**Task instructions**
Nothing but an exact copy of the records is expected here.

**Study material**

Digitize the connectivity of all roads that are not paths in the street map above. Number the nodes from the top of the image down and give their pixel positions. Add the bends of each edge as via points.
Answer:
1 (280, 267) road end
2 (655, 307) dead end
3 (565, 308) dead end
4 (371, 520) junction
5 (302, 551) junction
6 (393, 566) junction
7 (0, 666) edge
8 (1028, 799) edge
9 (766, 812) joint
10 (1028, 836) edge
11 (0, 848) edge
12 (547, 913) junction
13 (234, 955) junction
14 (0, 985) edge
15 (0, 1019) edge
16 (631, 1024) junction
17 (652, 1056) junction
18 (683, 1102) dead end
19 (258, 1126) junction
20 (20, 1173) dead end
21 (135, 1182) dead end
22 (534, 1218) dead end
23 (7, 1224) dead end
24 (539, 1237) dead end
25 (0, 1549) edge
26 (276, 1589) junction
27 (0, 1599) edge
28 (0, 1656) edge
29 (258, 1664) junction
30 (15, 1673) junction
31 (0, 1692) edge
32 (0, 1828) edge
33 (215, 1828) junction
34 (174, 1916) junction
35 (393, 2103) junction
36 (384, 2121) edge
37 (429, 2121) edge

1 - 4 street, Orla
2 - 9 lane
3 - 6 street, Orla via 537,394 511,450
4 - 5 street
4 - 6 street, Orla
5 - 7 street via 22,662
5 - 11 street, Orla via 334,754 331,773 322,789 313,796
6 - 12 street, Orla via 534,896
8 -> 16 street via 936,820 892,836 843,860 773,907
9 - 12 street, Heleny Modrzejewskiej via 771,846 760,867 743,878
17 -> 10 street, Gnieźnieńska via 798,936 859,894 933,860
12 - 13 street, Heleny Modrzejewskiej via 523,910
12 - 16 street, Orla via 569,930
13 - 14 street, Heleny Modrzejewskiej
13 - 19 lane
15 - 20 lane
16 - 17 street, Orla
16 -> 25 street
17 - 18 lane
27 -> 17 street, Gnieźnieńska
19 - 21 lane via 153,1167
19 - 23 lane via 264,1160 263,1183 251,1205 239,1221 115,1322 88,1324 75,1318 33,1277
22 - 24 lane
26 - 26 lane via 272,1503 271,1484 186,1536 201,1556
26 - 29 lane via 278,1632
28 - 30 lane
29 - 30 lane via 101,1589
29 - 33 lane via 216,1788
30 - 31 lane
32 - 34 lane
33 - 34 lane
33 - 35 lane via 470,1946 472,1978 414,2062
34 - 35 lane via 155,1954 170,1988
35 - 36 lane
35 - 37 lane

**Answer box**
Digitize the connectivity of all roads that are not paths in the street map above. Number the nodes from the top of the image down and give their pixel positions. Add the bends of each edge as via points.
Answer:
1 (280, 267) road end
2 (655, 307) dead end
3 (565, 308) dead end
4 (371, 520) junction
5 (302, 551) junction
6 (393, 566) junction
7 (0, 666) edge
8 (1028, 799) edge
9 (766, 812) joint
10 (1028, 836) edge
11 (0, 848) edge
12 (547, 913) junction
13 (234, 955) junction
14 (0, 985) edge
15 (0, 1019) edge
16 (631, 1024) junction
17 (652, 1056) junction
18 (683, 1102) dead end
19 (258, 1126) junction
20 (20, 1173) dead end
21 (135, 1182) dead end
22 (534, 1218) dead end
23 (7, 1224) dead end
24 (539, 1237) dead end
25 (0, 1549) edge
26 (276, 1589) junction
27 (0, 1599) edge
28 (0, 1656) edge
29 (258, 1664) junction
30 (15, 1673) junction
31 (0, 1692) edge
32 (0, 1828) edge
33 (215, 1828) junction
34 (174, 1916) junction
35 (393, 2103) junction
36 (384, 2121) edge
37 (429, 2121) edge

1 - 4 street, Orla
2 - 9 lane
3 - 6 street, Orla via 537,394 511,450
4 - 5 street
4 - 6 street, Orla
5 - 7 street via 22,662
5 - 11 street, Orla via 334,754 331,773 322,789 313,796
6 - 12 street, Orla via 534,896
8 -> 16 street via 936,820 892,836 843,860 773,907
9 - 12 street, Heleny Modrzejewskiej via 771,846 760,867 743,878
17 -> 10 street, Gnieźnieńska via 798,936 859,894 933,860
12 - 13 street, Heleny Modrzejewskiej via 523,910
12 - 16 street, Orla via 569,930
13 - 14 street, Heleny Modrzejewskiej
13 - 19 lane
15 - 20 lane
16 - 17 street, Orla
16 -> 25 street
17 - 18 lane
27 -> 17 street, Gnieźnieńska
19 - 21 lane via 153,1167
19 - 23 lane via 264,1160 263,1183 251,1205 239,1221 115,1322 88,1324 75,1318 33,1277
22 - 24 lane
26 - 26 lane via 272,1503 271,1484 186,1536 201,1556
26 - 29 lane via 278,1632
28 - 30 lane
29 - 30 lane via 101,1589
29 - 33 lane via 216,1788
30 - 31 lane
32 - 34 lane
33 - 34 lane
33 - 35 lane via 470,1946 472,1978 414,2062
34 - 35 lane via 155,1954 170,1988
35 - 36 lane
35 - 37 lane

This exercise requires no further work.